Before the 2005 season, Miguel Olivo replaced Wilson as Seattle's starting catcher. On May 4, Wilson suffered a torn ACL in his right knee during a game against the Los Angeles Angels of Anaheim. He had considered retiring after the 2005 season, and he announced his retirement, effective at the end of the season, on September 12. Although a torn ACL commonly keeps athletes sidelined for most of a season, Wilson spent most of the rest of the season rehabilitating his knee and was activated from the disabled list on September 30. He came back for one final inning that night against the Oakland Athletics; he had not recovered enough to swing a bat, but he was able to crouch and throw. The Mariners' starting pitcher that night was Jamie Moyer, whom Wilson had caught for 190 previous starts dating back to 1996. Moyer pitched to five batters in the inning, which ended when Bobby Kielty flied out to center field, and held Oakland scoreless. Wilson was pulled after catching Moyer's warmup pitches in the top of the second inning. Moyer pitched seven more innings, and the Mariners won, 4–1.

==Career statistics==
In a 14-year major league career, Wilson played in 1,299 games, with a .262 batting average, 88 home runs and 519 runs batted in. He had a .995 fielding percentage, which at the time was the highest for a catcher in American League (AL) history and the sixth highest in major league history. Wilson led AL catchers twice each in fielding percentage, putouts, baserunners caught stealing, and range factor.

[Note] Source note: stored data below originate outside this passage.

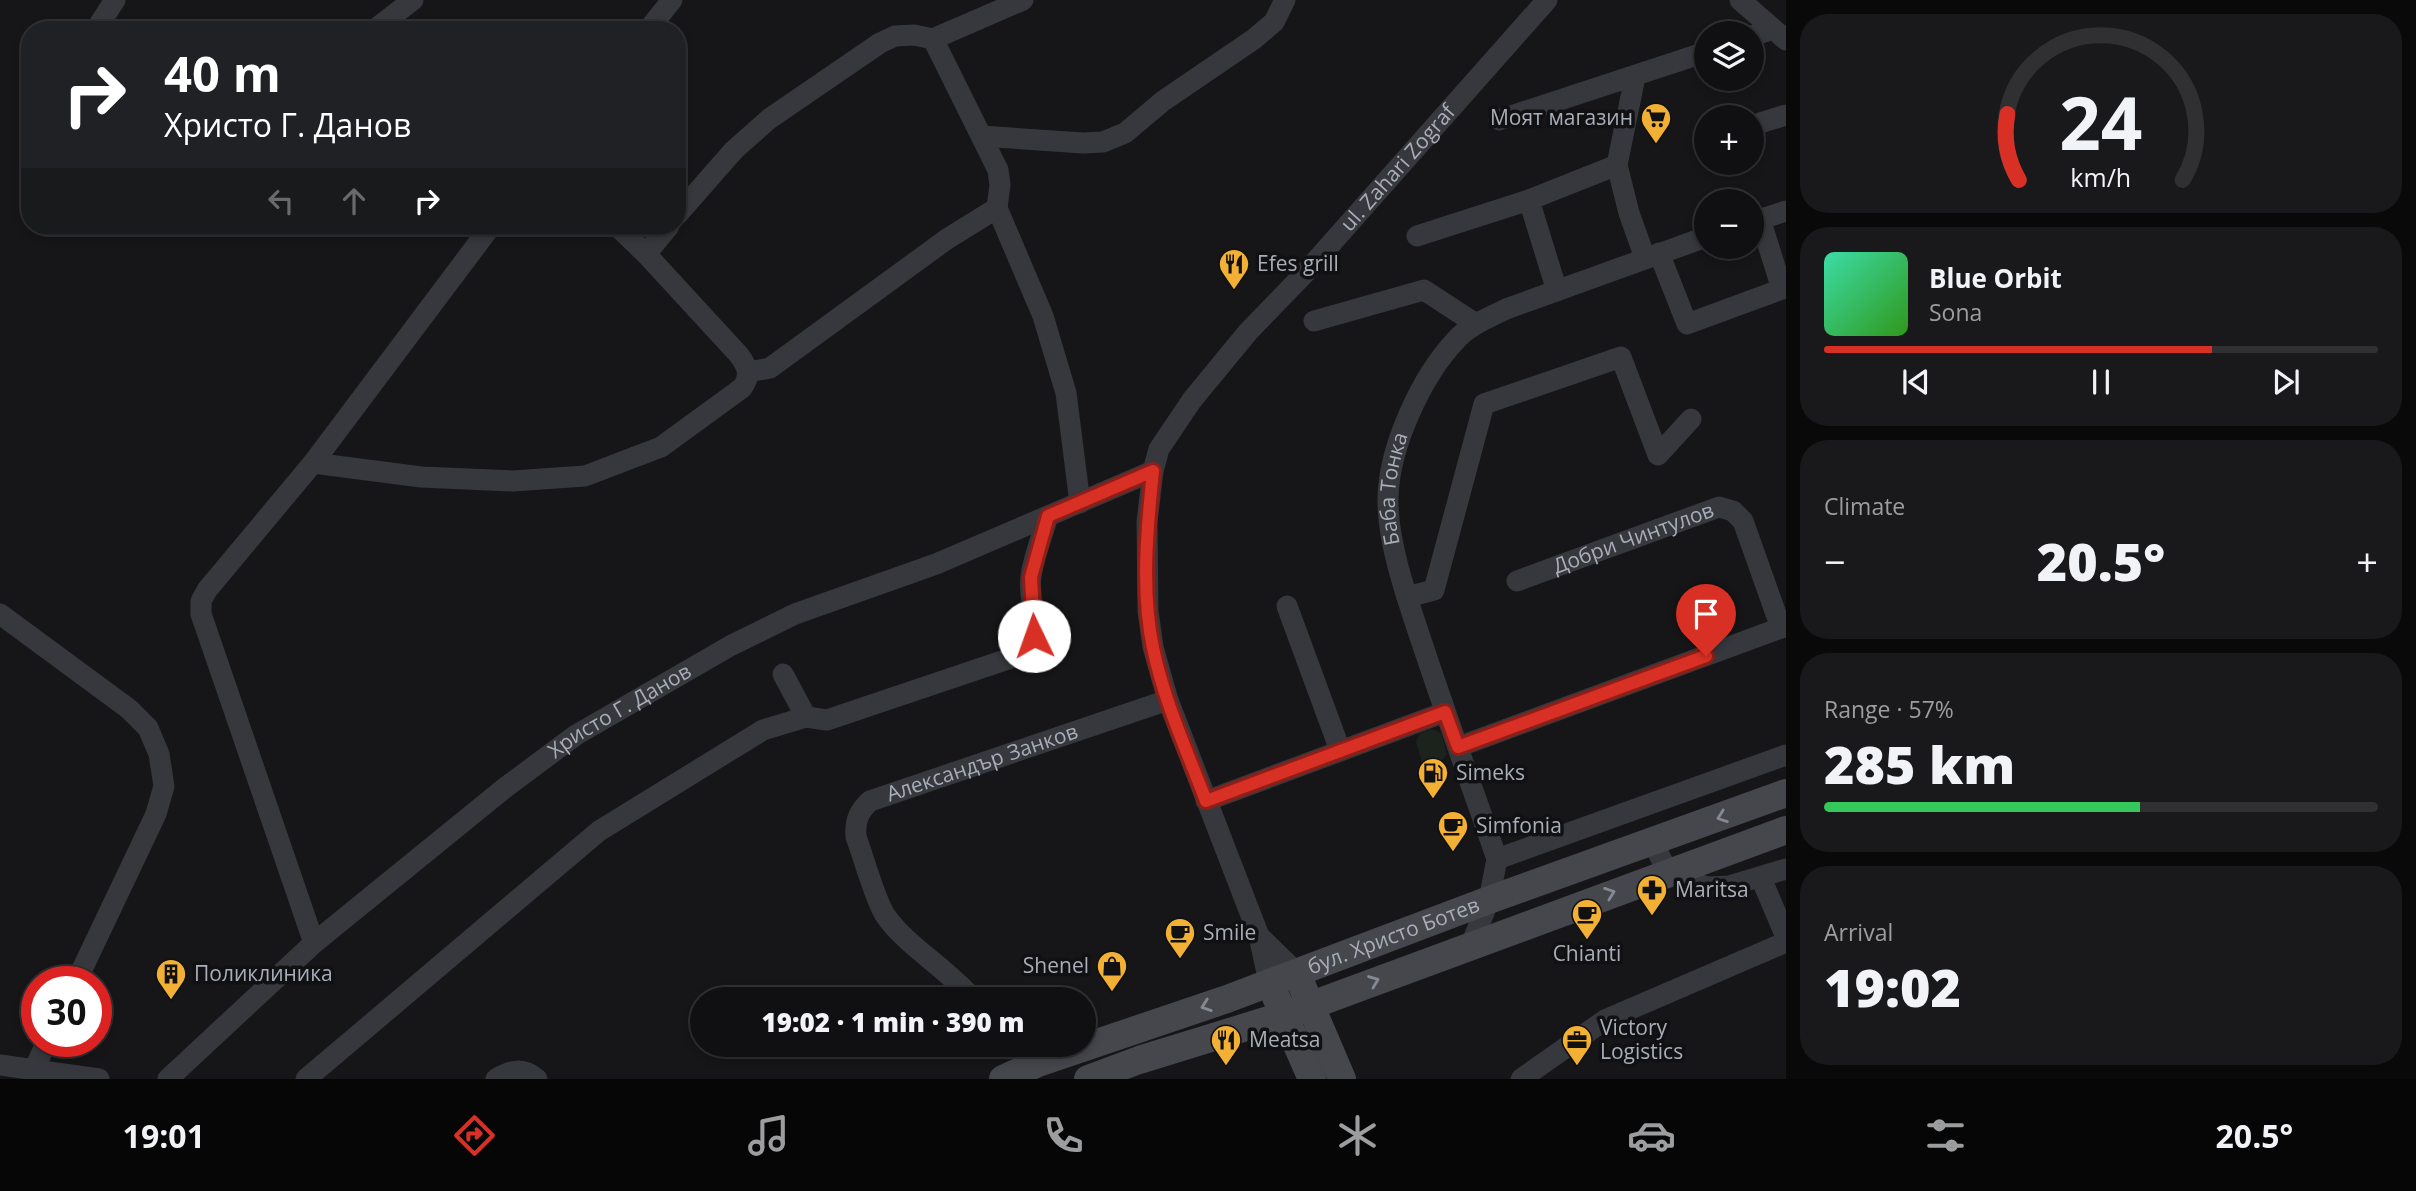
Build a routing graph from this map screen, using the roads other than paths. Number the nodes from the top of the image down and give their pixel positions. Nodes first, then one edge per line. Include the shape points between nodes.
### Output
1 (115, 0) edge
2 (413, 0) edge
3 (672, 0) edge
4 (1023, 0) edge
5 (1285, 0) edge
6 (1547, 0) edge
7 (1740, 0) edge
8 (101, 21) edge
9 (386, 21) edge
10 (655, 21) edge
11 (1780, 34) edge
12 (933, 39) junction
13 (1694, 56) edge
14 (1635, 77) junction
15 (1786, 115) edge
16 (1499, 120) dead end
17 (1764, 122) edge
18 (981, 136) junction
19 (1617, 165) junction
20 (1529, 200) junction
21 (686, 205) edge
22 (997, 208) junction
23 (1786, 211) edge
24 (1764, 218) edge
25 (484, 235) edge
26 (626, 235) edge
27 (662, 235) edge
28 (1417, 236) dead end
29 (1694, 241) edge
30 (1764, 242) edge
31 (646, 254) junction
32 (1652, 255) junction
33 (1557, 290) junction
34 (1314, 321) dead end
35 (1476, 324) junction
36 (748, 372) junction
37 (1691, 419) dead end
38 (313, 463) junction
39 (1153, 471) junction
40 (1080, 503) junction
41 (1048, 516) junction
42 (1517, 581) dead end
43 (1407, 597) junction
44 (1780, 604) edge
45 (1287, 606) dead end
46 (0, 614) edge
47 (1783, 627) edge
48 (783, 674) dead end
49 (1168, 700) junction
50 (1445, 712) junction
51 (806, 717) junction
52 (1458, 747) junction
53 (1340, 750) junction
54 (1786, 755) edge
55 (1786, 793) edge
56 (1206, 801) junction
57 (1786, 830) edge
58 (1653, 843) junction
59 (1497, 859) junction
60 (1786, 869) edge
61 (1668, 872) junction
62 (1761, 878) junction
63 (1489, 900) junction
64 (1259, 936) junction
65 (1786, 939) edge
66 (314, 943) junction
67 (1471, 945) junction
68 (84, 966) edge
69 (1296, 972) junction
70 (1269, 982) junction
71 (962, 987) edge
72 (1297, 1010) junction
73 (40, 1057) edge
74 (0, 1065) edge
75 (34, 1070) junction
76 (99, 1079) edge
77 (168, 1079) edge
78 (306, 1079) edge
79 (496, 1079) edge
80 (537, 1079) edge
81 (1003, 1079) edge
82 (1087, 1079) edge
83 (1312, 1079) edge
84 (1342, 1079) edge
85 (1521, 1079) edge

1 - 8 street
2 - 9 street
3 - 10 street
4 - 12 street
5 - 18 street via 1273,22 1254,39 1125,133 1103,142 1083,143
6 - 39 street, ul. Zahari Zograf via 1248,332 1192,400 1159,449
7 - 11 street
12 - 18 street
12 - 21 street via 895,36 835,72 734,150
13 - 14 street
14 - 16 street
14 - 19 street
15 - 17 street
18 - 22 street via 998,170
19 - 20 street
19 - 32 street via 1629,213
20 - 28 street
20 - 33 street
22 - 36 street via 770,368
22 - 40 street via 1043,316 1066,393
23 - 24 street
25 - 38 street
26 - 31 street
27 - 31 street
29 - 32 street, Баба Тонка
30 - 32 street via 1782,289 1687,324
31 - 36 street via 739,355
32 - 33 street, Баба Тонка
33 - 35 street, Баба Тонка
34 - 35 street via 1424,290
35 - 43 street, Баба Тонка via 1457,338 1410,411 1392,465 1390,526
36 - 38 street via 742,388 661,447 585,476 513,481 421,477
37 - 43 street via 1658,455 1621,357 1484,404 1434,590
38 - 66 street via 207,590 201,614
39 - 40 street, Христо Г. Данов
39 - 49 street, ul. Zahari Zograf via 1147,522 1148,611
40 - 41 street, Христо Г. Данов
41 - 51 street via 1031,577 1034,636 1020,656 827,720
41 - 66 street, Христо Г. Данов via 936,564 795,614 576,735
42 - 44 street, Добри Чинтулов via 1719,507 1733,511 1743,521
43 - 50 street, Баба Тонка
44 - 47 street, Добри Чинтулов
45 - 53 street
46 - 68 street via 129,709 148,729 159,754 163,786 156,814
47 - 52 street, Добри Чинтулов
48 - 51 street
49 - 56 street, ul. Zahari Zograf
49 - 71 street, Александър Занков via 870,801 859,811 856,837 884,914
50 - 52 street, Баба Тонка
50 - 53 street
51 - 78 street via 763,730 599,831
52 - 59 street, Баба Тонка
53 - 56 street
54 - 59 street
55 -> 58 main road, бул. Христо Ботев
56 - 64 street, ul. Zahari Zograf
57 - 61 main road, бул. Христо Ботев
58 - 61 street
58 - 63 main road, бул. Христо Ботев
59 - 63 street
60 - 62 street
61 - 62 street via 1708,887
67 -> 61 main road, бул. Христо Ботев
62 - 65 street
63 - 67 street
63 - 69 main road, бул. Христо Ботев
64 - 69 street
64 - 70 street, ul. Zahari Zograf
65 - 85 street via 1605,1020
66 - 77 street, Христо Г. Данов
72 -> 67 main road, бул. Христо Ботев
69 - 70 main road, бул. Христо Ботев
69 - 72 main road
70 - 72 main road
70 -> 81 main road, бул. Христо Ботев
72 - 82 main road, бул. Христо Ботев
72 - 83 main road
72 - 84 main road
73 - 75 street
74 - 75 street
75 - 76 street
79 - 80 street via 519,1070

Wilson set an AL record for catchers with 1,051 putouts in 1997, the third highest season total for a catcher in major league history at the time. His 1,128 total chances in 1997 were an AL record and second-most in major league history at the time. In 2001, Wilson committed only one error in 122 games, for a .9987 fielding percentage. He holds many Mariners record for catchers, including games played, hits, and RBI.

==Post-playing career==
On January 17, 2012, Wilson was named to the Mariners Hall of Fame and formally inducted that July.

Beginning in 2012, Wilson was a color commentator for Mariners games on Root Sports. Notably, along with Dave Sims, Wilson called the game on August 15, 2012 when Félix Hernández pitched the first perfect game in Mariners' history. He was also broadcasting on Root Sports on June 8, 2012 when six Mariners' pitchers combined for a no-hitter.

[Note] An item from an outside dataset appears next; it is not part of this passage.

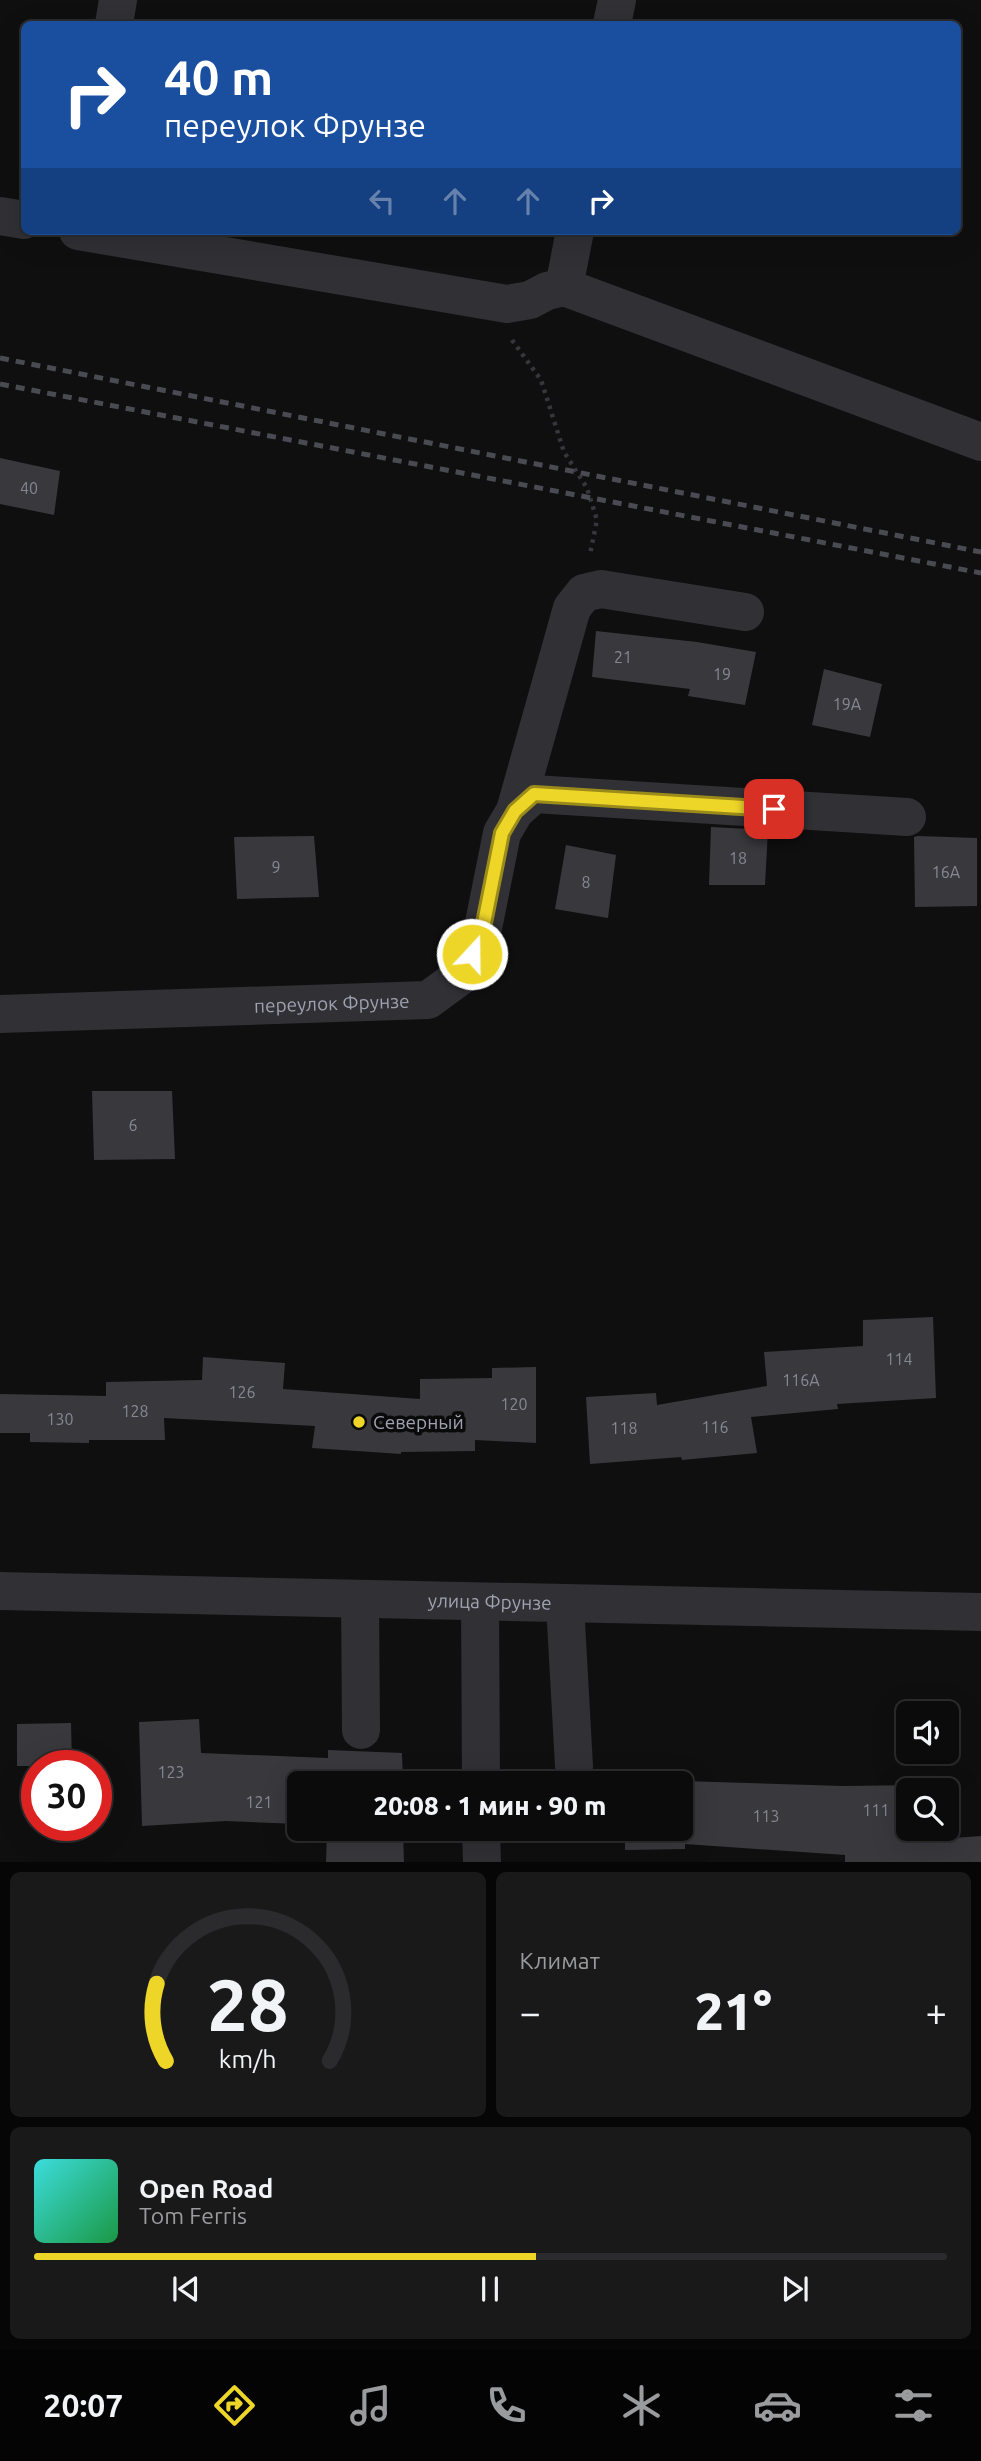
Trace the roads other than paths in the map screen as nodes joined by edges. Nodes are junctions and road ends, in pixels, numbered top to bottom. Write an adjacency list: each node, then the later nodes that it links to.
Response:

On November 3, 2013, the Mariners announced that Wilson would become the team's minor league catching coordinator.

On August 22, 2024, Wilson was hired as the Mariners manager after the team fired Scott Servais the same day. On September 26, the Mariners were eliminated from postseason contention.

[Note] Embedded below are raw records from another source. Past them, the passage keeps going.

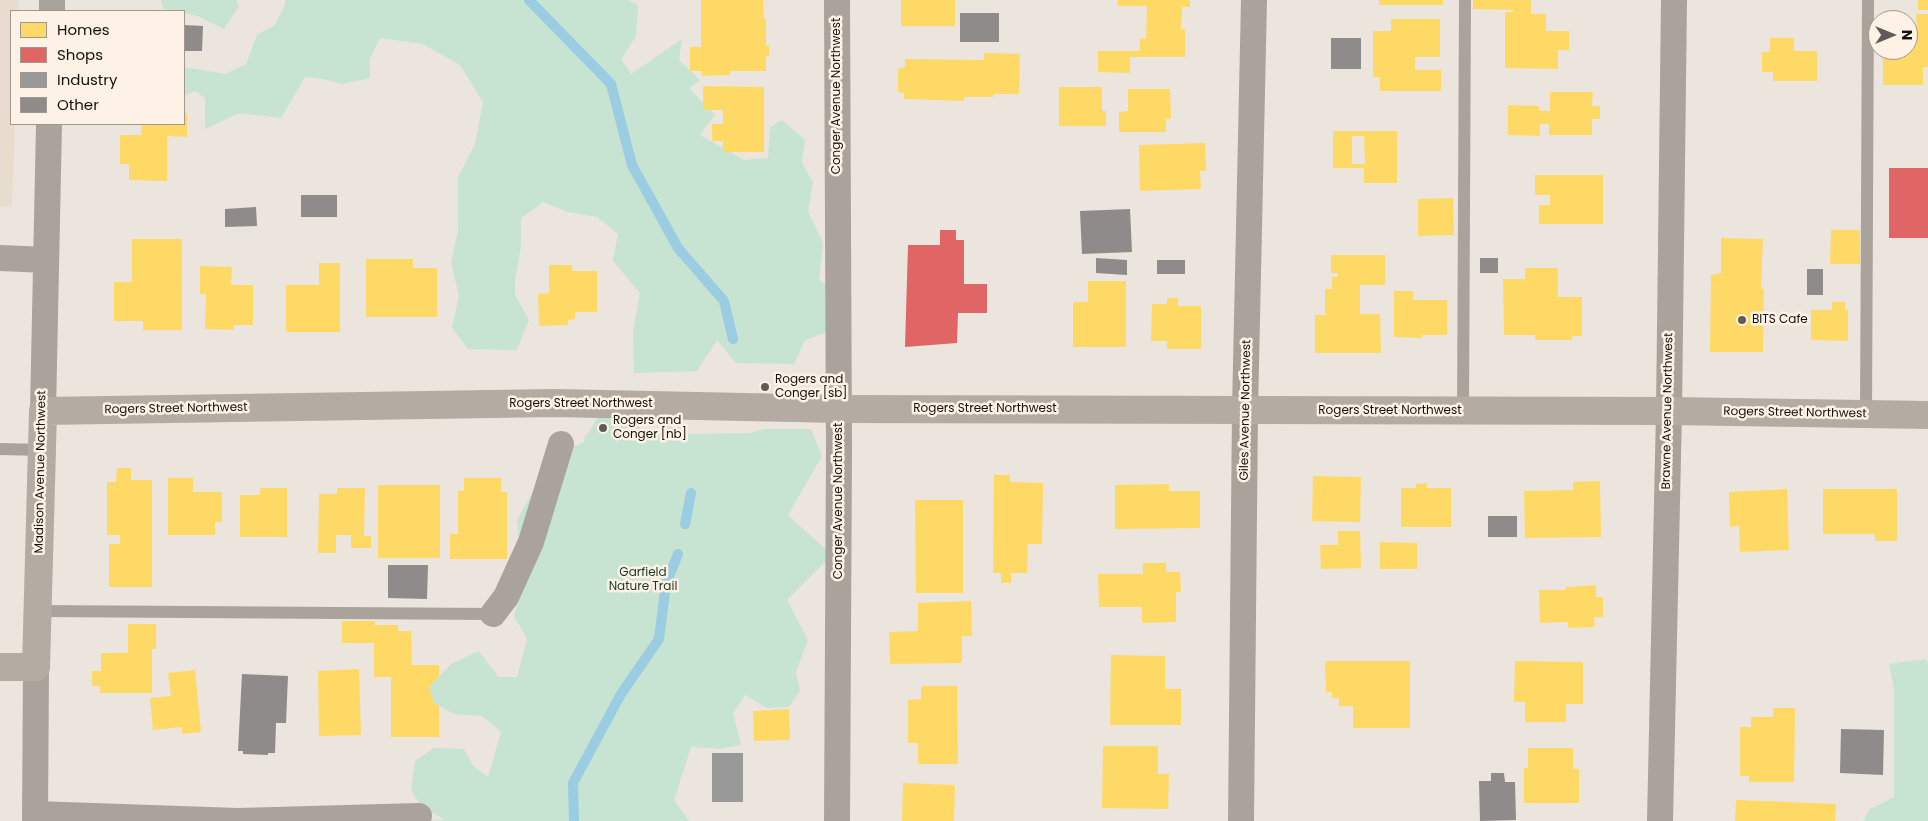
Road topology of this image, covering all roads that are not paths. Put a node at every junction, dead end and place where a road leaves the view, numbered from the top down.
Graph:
1 (837, 0) edge
2 (1254, 0) edge
3 (1465, 0) edge
4 (1674, 0) edge
5 (1868, 0) edge
6 (49, 125) edge
7 (0, 258) edge
8 (46, 260) junction
9 (839, 409) junction
10 (1245, 410) junction
11 (43, 411) junction
12 (1463, 412) junction
13 (1669, 412) junction
14 (1866, 414) junction
15 (1928, 416) edge
16 (561, 444) dead end
17 (0, 449) edge
18 (42, 450) junction
19 (38, 611) junction
20 (493, 614) joint
21 (0, 666) edge
22 (36, 667) junction
23 (419, 816) dead end
24 (35, 818) edge
25 (837, 821) edge
26 (1242, 821) edge
27 (1660, 821) edge

1 - 9 street, Conger Avenue Northwest
2 - 10 street, Giles Avenue Northwest
3 - 12 lane
4 - 13 street, Brawne Avenue Northwest
5 - 14 lane
6 - 8 street, Madison Avenue Northwest
7 - 8 street
8 - 11 street, Madison Avenue Northwest
9 - 10 street, Rogers Street Northwest
9 - 11 street, Rogers Street Northwest
9 - 25 street, Conger Avenue Northwest
10 - 12 street, Rogers Street Northwest
10 - 26 street, Giles Avenue Northwest
11 - 18 street, Madison Avenue Northwest
12 - 13 street, Rogers Street Northwest
13 - 14 street, Rogers Street Northwest
13 - 27 street, Brawne Avenue Northwest
14 - 15 street, Rogers Street Northwest
16 - 20 street
17 - 18 lane
18 - 19 street, Madison Avenue Northwest
19 - 20 lane
19 - 22 street, Madison Avenue Northwest
21 - 22 street
22 - 24 street, Madison Avenue Northwest
23 - 24 street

In 2025, Wilson led the Mariners to the American League West division title. This was the first first-place finish for Seattle since 2001, when Wilson was the Mariners' primary catcher. The Mariners defeated the Detroit Tigers 3–2 in the ALDS. The 2025 Mariners lost in seven games in the American League Championship Series, the same postseason result as the 2001 team.

==Managerial record==

| Team | Year | Regular season |  |  |  |  | Postseason |  |  |  |
| Games | Won | Lost | Win % | Finish | Won | Lost | Win % | Result |
| SEA | 2024 | 34 | 21 | 13 | .618 | 2nd in AL West | – | – | – |  |
| SEA | 2025 | 162 | 90 | 72 | .556 | 1st in AL West | 6 | 6 | .500 | Lost ALCS (TOR) |
| SEA | 2026 | 161 | 75 | 86 | .466 | TBD in AL West | – | – | – |  |
| Total |  | 357 | 186 | 171 | .521 |  | 6 | 6 | .500 |  |

==Personal life==
Wilson is married and has four children. His son Elijah is also a professional catcher, playing in Triple-A in several seasons in the Pittsburgh Pirates minor league system after also playing for the Golden Gophers.

Growing up, Wilson's favorite player was Johnny Bench, who predated Wilson as a catcher for the Reds. In high school, Wilson was an all-state hockey goaltender and the quarterback of the football team.